One critic wrote that the performance was way on the Romantic side. In fact he thought that they sounded a bit like Brahms. I think without ever hearing their recordings, there are others more in the style of of current thoughts about the works.


----------



## Malx

Quartetfore - thanks for the reply. One to avoid perhaps!


----------



## Quartetfore

Malx said:


> Quartetfore - thanks for the reply. One to avoid perhaps!


Its just a matter taste. Try to hear the recording if you can, and then decide.


----------



## Malx

I did sample them on Spotify and found them to be over well upholstered - just too comfortable and safe. I'd hesitate to say old fashioned but perhaps they were!


----------



## Josquin13

Malx--In addition, I don't recall the sound quality on the early Chandos Borodin CDs being all that good (as they're from 1987, and haven't been remastered, as far as I know). But then, I have problems with many chamber music recordings from the early years of the CD technology (unless they've been remastered, or possibly if you're downloading).

Among recent sets, have you heard the Oliver Schnyder Trio? Their Beethoven set has impressed me, & I'd recommend sampling their playing (which is HIP on modern instruments): plus, they've been given good sound, and at $13.50--current asking price on Amazon US--the set is a bargain):

https://www.amazon.com/Ludwig-Van-B...&keywords=beethoven+piano+trios+schnyder+trio

Other sets worth sampling & considering are, IMO: the Abegg Trio (on Tacet--though it's never been boxed), Suk Trio (on Denon, which has likewise never been boxed), Beaux Arts Trio (I may slightly prefer their 2nd cycle, with Isidore Cohen on violin), Ashkenazy-Perlman-Harrell, and Dupre-Barenboim-Zukerman (who offer a fine performance of the "Ghost" Trio--largely due to Dupre's beautiful cello playing). Trio Élégiaque makes a good discount set too (on Brilliant). The Stuttgart Trio on Naxos gets good reviews, as well, but I haven't heard them.

I was less enthusiastic about sets from Trio Wanderer (who I normally like), TrioVanBeethoven (due to their aggressive, overly emphatic pianist, which I found frustrating, since otherwise their playing is exceptional--though others may not mind this pianist), and the Florestan Trio (who I found a bit boring in Beethoven). The Guarneri Trio, Prague is also very good, but I don't like their set quite as much as I used to (on repeated listening).

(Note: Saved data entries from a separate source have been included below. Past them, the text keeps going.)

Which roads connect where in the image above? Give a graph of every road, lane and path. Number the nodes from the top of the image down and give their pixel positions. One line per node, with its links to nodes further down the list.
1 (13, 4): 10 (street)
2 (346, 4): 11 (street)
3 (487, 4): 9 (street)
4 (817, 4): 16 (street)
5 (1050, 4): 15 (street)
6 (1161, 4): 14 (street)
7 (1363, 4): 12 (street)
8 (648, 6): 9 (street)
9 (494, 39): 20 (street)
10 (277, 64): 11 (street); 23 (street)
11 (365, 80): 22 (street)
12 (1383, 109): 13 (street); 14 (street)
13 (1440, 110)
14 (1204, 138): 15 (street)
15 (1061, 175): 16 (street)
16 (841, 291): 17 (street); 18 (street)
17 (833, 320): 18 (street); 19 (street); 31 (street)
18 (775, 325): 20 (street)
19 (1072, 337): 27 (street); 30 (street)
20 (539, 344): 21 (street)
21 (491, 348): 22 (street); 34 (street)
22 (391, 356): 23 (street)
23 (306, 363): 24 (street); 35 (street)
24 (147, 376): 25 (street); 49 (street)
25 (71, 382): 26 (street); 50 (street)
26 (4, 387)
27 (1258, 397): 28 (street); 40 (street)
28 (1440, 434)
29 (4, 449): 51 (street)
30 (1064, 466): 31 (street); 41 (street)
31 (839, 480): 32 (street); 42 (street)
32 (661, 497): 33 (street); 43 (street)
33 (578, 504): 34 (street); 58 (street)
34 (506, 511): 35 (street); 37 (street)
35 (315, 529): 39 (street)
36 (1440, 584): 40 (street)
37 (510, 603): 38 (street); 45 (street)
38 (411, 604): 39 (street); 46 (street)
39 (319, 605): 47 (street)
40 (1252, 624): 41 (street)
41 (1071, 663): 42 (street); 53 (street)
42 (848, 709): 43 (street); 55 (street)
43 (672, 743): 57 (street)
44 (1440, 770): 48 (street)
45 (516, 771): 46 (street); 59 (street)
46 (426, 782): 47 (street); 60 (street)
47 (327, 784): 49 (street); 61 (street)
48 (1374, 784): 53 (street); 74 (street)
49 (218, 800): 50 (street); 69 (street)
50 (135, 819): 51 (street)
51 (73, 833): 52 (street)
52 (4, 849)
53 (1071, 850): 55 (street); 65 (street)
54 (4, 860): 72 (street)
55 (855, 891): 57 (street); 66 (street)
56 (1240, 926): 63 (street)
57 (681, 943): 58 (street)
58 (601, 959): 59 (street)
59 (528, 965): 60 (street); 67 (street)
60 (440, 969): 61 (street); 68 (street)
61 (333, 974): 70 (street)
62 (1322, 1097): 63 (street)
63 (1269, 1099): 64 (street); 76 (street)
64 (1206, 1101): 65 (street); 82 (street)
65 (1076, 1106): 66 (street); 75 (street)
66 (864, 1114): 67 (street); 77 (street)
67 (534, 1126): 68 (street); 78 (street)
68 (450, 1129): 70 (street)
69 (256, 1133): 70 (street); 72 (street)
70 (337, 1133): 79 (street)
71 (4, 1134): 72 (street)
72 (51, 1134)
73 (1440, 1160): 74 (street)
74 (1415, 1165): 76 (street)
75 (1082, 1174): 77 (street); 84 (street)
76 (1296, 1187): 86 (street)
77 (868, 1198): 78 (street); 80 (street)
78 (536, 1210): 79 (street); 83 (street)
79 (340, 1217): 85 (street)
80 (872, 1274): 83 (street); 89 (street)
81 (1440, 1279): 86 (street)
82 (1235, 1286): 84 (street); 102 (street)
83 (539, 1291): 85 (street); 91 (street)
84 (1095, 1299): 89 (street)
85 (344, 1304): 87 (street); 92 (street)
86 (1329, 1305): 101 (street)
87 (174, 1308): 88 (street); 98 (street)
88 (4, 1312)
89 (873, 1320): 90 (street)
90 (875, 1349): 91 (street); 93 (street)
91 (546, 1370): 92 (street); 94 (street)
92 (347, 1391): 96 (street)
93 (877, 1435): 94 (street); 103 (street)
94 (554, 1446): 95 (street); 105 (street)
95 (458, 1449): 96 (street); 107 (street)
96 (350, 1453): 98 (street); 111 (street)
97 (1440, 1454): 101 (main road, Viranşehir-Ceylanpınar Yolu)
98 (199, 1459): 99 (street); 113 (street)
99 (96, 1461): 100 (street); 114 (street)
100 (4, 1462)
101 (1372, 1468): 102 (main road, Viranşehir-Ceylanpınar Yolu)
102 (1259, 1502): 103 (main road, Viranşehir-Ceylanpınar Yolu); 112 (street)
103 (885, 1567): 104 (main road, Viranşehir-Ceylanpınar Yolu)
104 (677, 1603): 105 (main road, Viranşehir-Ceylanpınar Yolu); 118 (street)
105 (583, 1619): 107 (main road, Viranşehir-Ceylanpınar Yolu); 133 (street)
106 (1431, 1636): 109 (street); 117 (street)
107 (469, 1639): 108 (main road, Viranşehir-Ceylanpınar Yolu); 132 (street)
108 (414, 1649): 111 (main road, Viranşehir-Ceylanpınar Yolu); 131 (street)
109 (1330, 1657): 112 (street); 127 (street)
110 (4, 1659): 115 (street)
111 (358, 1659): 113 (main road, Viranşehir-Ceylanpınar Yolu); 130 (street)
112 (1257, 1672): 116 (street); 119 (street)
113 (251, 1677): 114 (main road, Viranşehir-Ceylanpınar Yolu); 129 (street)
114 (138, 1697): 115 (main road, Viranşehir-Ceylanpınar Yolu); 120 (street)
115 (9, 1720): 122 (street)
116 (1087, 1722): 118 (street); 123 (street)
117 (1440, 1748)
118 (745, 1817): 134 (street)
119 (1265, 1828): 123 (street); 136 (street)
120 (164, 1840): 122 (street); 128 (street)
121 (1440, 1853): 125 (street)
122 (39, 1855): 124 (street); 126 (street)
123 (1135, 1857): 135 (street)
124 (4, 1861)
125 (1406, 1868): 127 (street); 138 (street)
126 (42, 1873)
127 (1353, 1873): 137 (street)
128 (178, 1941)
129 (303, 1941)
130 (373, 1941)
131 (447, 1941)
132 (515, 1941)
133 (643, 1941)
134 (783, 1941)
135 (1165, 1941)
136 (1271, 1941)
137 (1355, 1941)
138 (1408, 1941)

Among individual recordings, the Vienna Piano Trio's earlier two recordings for Nimbus are exceptional; as is a single hybrid SACD from the Kempf Trio (Freddy Kempf on piano). On Amazon (as you may recall), Edgar used to recommend these 3 remarkable recordings, and I completely agree with him:

https://www.amazon.com/Beethoven-Ar...675982&sr=1-13&keywords=beethoven+piano+trios
https://www.amazon.com/Beethoven-Pi...&keywords=beethoven+piano+trios+vienna+nimbus
https://www.amazon.com/Beethoven-Pi...&keywords=beethoven+piano+trios+vienna+nimbus

More recently, the Swiss Piano Trio cycle (on Audite) and Volume 1 of a new cycle from the Van Bearle Trio have received good reviews, but I don't know the Swiss Trio recordings well enough to recommend their cycle, and I haven't heard the Van Bearle trio at all (though I like their pianist):

https://www.amazon.com/Beethoven-Co...16&sr=1-3&keywords=beethoven+piano+trios+sacd
https://www.amazon.com/Ludwig-van-B...1-3&keywords=beethoven+piano+trios+swiss+trio

Among the older sets, I recently listened to part of the Kempff-Szeryng-Fournier DG cycle, and was surprisingly disappointed. The performances don't sound as good as they used to (& are overly romantic, IMO), & I had to admit they've been surpassed by others.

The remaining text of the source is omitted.